Extracted data Start Marker

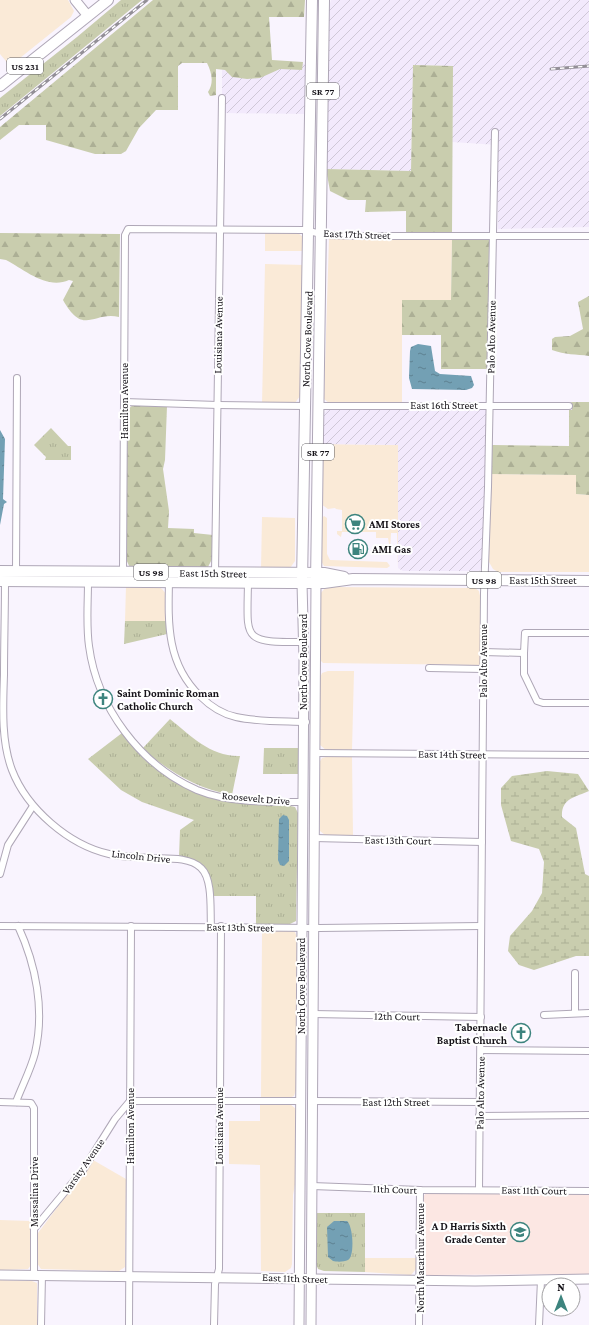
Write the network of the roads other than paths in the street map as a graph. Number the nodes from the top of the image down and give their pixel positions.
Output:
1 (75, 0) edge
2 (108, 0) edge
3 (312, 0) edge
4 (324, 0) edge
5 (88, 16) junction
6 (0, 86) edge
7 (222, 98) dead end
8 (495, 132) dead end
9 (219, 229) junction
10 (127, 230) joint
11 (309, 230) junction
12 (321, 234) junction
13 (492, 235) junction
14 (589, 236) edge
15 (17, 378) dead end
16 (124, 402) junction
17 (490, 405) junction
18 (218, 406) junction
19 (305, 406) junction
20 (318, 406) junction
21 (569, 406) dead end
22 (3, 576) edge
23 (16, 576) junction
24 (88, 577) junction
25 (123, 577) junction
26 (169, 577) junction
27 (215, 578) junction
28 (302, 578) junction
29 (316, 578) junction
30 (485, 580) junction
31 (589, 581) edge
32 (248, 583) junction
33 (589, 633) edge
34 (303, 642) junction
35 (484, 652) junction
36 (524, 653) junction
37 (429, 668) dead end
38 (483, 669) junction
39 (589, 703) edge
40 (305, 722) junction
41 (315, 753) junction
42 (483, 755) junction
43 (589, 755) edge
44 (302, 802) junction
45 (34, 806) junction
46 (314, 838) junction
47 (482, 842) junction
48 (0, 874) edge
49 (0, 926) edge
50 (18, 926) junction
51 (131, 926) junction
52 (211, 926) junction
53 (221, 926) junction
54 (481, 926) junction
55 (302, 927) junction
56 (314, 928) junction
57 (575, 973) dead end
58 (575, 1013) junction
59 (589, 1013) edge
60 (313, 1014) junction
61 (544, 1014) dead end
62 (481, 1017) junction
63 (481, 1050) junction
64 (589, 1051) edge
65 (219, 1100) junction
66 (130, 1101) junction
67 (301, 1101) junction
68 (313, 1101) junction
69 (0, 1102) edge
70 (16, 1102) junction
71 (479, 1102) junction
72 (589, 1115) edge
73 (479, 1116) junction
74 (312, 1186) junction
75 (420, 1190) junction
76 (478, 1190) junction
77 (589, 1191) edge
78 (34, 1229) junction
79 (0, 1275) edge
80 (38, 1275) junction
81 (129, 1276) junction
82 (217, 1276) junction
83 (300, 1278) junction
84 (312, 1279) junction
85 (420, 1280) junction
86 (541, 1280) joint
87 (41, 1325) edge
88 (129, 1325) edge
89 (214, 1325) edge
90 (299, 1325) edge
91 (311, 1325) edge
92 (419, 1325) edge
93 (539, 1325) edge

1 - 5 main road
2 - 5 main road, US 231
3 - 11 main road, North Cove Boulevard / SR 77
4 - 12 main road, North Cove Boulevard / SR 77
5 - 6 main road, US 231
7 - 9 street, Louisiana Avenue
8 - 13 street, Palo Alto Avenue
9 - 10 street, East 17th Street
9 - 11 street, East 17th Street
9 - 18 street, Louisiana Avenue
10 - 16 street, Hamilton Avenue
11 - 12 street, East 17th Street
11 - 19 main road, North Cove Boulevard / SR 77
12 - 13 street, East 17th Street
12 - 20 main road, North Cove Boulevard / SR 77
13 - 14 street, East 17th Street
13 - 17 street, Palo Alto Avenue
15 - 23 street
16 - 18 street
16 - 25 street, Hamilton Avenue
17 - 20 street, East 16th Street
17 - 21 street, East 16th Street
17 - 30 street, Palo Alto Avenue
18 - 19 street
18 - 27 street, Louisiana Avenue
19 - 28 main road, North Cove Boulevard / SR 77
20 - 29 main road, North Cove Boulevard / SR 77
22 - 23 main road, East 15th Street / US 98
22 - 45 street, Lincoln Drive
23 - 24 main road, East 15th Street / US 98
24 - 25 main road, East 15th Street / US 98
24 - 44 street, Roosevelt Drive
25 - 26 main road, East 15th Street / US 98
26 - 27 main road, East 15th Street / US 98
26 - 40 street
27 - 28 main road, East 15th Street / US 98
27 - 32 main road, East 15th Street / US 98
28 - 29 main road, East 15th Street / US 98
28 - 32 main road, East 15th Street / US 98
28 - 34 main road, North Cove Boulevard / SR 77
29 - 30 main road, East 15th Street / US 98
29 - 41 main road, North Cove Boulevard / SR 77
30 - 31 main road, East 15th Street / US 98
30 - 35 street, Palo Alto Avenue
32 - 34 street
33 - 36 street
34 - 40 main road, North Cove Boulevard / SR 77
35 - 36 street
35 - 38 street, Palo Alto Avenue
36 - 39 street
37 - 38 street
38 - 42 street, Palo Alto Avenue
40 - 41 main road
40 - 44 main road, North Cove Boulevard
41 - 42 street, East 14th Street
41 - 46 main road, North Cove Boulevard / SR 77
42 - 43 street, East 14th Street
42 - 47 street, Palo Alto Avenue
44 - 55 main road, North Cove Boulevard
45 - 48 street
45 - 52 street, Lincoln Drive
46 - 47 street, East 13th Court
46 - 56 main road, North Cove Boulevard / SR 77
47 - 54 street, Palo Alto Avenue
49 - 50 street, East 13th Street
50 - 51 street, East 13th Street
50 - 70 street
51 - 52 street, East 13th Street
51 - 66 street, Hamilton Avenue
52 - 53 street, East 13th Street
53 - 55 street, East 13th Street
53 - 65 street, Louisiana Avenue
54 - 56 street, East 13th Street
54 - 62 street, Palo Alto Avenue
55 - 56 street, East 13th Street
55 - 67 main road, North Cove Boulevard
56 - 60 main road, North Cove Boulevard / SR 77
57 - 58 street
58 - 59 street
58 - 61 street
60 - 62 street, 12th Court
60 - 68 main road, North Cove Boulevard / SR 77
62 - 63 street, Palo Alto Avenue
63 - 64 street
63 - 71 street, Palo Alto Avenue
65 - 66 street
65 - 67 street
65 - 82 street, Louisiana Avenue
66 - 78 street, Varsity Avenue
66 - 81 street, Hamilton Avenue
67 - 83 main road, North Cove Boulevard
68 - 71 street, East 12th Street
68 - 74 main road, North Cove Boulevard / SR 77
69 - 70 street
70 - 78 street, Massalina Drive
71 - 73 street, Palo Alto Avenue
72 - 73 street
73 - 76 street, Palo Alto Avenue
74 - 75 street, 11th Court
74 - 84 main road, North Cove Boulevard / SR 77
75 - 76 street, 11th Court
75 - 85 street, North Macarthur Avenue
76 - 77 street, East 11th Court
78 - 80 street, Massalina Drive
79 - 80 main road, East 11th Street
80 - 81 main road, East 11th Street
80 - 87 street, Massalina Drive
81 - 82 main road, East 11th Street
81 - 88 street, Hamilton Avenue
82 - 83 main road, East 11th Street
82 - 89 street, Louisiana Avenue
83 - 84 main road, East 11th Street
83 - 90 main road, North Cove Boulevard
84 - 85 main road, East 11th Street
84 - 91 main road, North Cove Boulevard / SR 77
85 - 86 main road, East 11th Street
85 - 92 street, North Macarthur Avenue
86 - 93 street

Extracted data End Marker

* **Your goal**
Every line above that holds the word "Massalina" should be copied out.

* **Task response**
70 - 78 street, Massalina Drive
78 - 80 street, Massalina Drive
80 - 87 street, Massalina Drive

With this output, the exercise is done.